What can I use to interrupt my main thread, saying it that it should be polite and process the HTTP response before doing anything else? Answers without dependencies on libraries are appreciated, but I would also take some dependency, if it provides some nice solution.
Following question (regarding the QueueUserAPC solution) was answered and explained that there is no safe method to have a push-behaviour in my case.
This may be one of those times where one works themselves into a very specific idea without reconsidering the bigger picture. There is no singular mechanism by which a single thread can stop executing in its current context, go do something else, and resume execution at the exact line from which it broke away. If it were possible, it would defeat the purpose of having threads in the first place. As you already mentioned, without stepping back and reconsidering the overall architecture, the most elegant of your options seems to be using another thread to wait for an HTTP response, have it suspend the main thread in a safe spot, process the response on its own, then resume the main thread. In this scenario you might rethink whether thread-local storage still makes sense or if something a little higher in scope would be more suitable, as you could potentially waste a lot of cycles copying it every time you interrupt the main thread.
What you are describing is what QueueUserAPC does. But The notion of using it for this sort of synchronization makes me a bit uncomfortable. If you don't know that the main thread is in a safe place to interrupt it, then you probably shouldn't interrupt it.
I suspect you would be better off giving the main thread's work to another thread so that it can sit and wait for you to send it notifications to handle work that only it can handle.
PostMessage or PostThreadMessage usually works really well for handing off bits of work to your main thread. Posted messages are handled before user input messages, but not until the thread is ready for them.
I might not understand the question, but CreateSemaphore and WaitForSingleObject should work. If one thread is waiting for the semaphore, it will resume when the other thread signals it.
Update based on the comment: The main thread can call WaitForSingleObject with a wait time of zero. In that situation, it will resume immediately if the semaphore is not signaled. The main thread could then check it on a periodic basis.

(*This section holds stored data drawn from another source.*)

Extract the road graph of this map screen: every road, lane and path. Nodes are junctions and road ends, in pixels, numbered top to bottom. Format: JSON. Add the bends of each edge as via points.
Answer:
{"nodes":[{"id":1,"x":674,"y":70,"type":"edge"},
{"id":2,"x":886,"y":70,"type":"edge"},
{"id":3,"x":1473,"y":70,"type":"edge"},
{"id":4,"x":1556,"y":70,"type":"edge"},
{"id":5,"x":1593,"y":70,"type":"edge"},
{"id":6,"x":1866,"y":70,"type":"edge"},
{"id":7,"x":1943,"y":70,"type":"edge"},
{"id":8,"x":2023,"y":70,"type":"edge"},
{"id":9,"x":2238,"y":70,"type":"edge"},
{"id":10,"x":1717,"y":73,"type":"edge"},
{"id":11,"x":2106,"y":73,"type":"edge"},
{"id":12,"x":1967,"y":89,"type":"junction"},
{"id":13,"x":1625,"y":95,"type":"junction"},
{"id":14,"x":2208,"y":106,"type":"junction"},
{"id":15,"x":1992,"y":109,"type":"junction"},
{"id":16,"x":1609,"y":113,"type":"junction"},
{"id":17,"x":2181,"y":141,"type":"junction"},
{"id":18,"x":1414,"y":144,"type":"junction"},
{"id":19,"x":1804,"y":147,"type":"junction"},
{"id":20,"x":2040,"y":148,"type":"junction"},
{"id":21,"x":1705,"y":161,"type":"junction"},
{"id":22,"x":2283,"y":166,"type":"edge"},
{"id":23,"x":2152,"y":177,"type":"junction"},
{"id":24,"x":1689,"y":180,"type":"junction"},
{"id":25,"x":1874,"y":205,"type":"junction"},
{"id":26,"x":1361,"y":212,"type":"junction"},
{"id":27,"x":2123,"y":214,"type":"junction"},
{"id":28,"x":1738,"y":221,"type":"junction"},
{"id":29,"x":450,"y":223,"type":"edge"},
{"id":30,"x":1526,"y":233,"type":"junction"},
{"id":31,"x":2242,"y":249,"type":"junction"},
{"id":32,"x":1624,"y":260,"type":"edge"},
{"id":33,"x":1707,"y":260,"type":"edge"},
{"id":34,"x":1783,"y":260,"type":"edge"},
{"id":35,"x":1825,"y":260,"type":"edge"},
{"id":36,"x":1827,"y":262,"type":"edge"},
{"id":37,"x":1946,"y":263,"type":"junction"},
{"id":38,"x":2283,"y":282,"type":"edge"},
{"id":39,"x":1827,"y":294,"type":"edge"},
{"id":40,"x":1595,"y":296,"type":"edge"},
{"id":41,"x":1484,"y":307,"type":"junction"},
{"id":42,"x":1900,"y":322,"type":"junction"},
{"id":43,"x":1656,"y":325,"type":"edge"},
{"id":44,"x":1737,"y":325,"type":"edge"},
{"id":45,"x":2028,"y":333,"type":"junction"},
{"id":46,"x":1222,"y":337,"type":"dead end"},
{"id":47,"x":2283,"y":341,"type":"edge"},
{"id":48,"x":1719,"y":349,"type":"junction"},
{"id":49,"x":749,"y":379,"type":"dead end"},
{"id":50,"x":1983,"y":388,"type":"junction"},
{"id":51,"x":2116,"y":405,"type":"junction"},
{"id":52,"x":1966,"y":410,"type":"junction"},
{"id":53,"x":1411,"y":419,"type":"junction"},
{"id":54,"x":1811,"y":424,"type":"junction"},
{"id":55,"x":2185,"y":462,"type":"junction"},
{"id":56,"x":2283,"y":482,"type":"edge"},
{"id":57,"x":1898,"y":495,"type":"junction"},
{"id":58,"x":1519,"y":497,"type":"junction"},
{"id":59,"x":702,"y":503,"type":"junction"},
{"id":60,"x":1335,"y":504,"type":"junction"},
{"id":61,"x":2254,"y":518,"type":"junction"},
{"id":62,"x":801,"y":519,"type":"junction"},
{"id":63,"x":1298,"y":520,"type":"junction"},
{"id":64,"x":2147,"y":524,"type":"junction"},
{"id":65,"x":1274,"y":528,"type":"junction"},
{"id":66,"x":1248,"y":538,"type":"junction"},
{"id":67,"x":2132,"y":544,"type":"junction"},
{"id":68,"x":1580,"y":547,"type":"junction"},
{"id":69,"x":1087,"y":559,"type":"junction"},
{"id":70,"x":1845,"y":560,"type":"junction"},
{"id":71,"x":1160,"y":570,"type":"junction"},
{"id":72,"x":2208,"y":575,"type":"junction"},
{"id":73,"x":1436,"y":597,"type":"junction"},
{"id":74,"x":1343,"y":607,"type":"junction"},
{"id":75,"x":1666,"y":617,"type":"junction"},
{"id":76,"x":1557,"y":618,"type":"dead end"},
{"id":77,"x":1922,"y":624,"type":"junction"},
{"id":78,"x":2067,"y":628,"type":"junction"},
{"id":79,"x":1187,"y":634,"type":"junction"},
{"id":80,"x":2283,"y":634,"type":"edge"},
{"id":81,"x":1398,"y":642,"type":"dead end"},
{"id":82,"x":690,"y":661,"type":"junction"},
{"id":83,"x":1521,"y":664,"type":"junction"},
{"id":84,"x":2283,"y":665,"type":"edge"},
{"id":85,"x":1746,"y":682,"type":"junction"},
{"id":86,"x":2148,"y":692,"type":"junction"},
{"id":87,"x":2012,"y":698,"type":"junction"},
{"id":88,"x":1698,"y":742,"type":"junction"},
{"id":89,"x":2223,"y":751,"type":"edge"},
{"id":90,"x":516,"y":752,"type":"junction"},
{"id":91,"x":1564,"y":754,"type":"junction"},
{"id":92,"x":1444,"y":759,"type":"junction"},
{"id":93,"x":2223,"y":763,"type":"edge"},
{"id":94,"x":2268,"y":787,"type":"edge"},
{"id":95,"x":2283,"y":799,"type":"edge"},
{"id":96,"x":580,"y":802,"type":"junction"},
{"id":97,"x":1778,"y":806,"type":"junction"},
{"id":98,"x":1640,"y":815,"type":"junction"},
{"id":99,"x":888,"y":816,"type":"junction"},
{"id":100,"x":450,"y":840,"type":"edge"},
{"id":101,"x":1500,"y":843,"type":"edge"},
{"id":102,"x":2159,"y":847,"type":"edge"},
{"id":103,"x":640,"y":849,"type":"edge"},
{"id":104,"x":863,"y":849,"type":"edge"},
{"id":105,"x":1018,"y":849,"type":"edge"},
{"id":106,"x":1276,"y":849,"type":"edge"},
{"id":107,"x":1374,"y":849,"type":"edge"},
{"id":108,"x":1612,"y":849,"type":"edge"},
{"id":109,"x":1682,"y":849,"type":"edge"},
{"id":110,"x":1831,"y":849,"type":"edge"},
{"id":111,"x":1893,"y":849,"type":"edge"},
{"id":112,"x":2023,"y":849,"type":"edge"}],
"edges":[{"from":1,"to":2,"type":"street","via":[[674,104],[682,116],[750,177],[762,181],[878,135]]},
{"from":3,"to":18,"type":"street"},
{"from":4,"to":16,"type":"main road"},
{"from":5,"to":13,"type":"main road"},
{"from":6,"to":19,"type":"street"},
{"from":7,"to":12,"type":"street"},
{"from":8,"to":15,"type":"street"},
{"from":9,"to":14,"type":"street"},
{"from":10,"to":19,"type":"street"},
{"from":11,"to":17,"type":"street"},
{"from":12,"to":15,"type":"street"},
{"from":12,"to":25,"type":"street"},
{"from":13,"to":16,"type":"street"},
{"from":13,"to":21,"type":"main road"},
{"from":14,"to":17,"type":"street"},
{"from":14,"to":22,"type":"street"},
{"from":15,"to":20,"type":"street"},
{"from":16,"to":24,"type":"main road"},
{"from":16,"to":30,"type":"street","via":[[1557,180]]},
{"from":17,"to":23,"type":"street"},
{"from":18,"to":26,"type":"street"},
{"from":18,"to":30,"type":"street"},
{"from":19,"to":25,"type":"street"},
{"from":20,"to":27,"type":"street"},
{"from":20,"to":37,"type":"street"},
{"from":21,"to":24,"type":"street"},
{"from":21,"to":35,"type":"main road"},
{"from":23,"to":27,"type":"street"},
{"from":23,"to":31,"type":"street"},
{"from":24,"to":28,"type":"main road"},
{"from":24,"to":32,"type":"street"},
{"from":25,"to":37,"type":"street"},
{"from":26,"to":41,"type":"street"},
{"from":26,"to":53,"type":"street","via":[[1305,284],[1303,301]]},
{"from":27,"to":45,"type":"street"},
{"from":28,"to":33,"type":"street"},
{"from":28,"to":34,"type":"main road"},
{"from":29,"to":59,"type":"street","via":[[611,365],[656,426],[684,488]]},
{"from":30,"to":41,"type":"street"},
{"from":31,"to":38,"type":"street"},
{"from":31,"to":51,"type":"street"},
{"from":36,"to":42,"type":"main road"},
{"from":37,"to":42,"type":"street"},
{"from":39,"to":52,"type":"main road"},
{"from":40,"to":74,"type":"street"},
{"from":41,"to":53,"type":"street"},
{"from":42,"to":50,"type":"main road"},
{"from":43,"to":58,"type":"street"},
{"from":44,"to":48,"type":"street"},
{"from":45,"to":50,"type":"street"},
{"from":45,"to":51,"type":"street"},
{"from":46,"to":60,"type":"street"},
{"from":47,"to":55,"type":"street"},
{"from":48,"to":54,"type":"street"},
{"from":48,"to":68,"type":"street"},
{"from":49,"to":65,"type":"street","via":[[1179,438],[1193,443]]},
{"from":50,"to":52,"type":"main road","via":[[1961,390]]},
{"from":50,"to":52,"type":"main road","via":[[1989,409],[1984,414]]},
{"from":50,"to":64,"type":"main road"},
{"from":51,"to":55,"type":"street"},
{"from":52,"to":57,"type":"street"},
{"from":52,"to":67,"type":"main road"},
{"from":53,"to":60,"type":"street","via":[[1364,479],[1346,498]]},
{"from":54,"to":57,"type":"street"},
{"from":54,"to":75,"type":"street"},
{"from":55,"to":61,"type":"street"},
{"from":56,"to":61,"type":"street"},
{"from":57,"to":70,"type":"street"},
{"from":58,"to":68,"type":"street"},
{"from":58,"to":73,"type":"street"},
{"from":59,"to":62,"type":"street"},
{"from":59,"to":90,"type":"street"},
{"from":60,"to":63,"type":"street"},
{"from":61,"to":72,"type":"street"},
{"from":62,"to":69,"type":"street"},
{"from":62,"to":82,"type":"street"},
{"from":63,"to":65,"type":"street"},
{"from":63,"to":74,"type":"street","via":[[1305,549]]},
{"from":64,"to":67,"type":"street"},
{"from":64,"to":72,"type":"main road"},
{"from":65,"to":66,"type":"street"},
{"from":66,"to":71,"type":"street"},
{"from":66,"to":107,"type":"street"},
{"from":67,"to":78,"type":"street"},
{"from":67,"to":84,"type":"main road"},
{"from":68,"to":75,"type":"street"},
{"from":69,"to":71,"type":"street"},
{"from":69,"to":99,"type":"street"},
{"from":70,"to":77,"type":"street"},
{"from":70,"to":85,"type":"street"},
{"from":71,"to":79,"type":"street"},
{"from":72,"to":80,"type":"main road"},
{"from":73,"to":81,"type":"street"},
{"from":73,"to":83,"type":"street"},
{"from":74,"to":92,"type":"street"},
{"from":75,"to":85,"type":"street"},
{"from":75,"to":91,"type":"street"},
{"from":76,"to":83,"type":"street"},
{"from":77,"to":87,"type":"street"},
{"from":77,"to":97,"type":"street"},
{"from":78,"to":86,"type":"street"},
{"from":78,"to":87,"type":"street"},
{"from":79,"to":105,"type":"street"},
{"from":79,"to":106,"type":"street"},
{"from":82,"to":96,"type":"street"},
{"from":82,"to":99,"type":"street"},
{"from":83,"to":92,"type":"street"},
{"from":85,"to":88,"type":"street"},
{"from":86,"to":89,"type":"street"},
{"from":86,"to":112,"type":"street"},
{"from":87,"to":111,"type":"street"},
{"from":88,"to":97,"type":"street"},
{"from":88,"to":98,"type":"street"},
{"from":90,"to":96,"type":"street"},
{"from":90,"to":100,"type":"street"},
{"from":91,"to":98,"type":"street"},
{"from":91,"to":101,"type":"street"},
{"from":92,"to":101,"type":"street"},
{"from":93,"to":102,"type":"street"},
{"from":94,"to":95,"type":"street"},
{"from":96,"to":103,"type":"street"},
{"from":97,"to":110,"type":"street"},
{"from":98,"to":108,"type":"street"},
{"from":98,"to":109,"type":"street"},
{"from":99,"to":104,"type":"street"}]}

It looks like the answer should be discoverable from Microsoft's MSDN. Especially from this section on 'Synchronizing Execution of Multiple Threads'
If your main thread is GUI thread why not send a Windows message to it? That what we all do to interact with win32 GUI from worker threads.
One way to do this that is determinate is to periodically check if a HTTP response has been received.
It's better for you to say what you're trying to accomplish.
In this situation I would do a couple of things. First and foremost I would re-structure the work that the main thread is doing to be broken into as small of pieces as possible. That gives you a series of safe places to break execution at. Then you want to create a work queue, probably using the microsoft slist. The slist will give you the ability to have one thread adding while another reads without the need for locking.
Once you have that in place you can essentially make your main thread run in a loop over each piece of work, checking periodically to see if there are requests to handle in the queue. Long-term what is nice about an architecture like that is that you could fairly easily eliminate the thread localized storage and parallelize the main thread by converting the slist to a work queue (probably still using the slist), and making the small pieces of work and the responses into work objects which can be dynamically distributed across any available threads.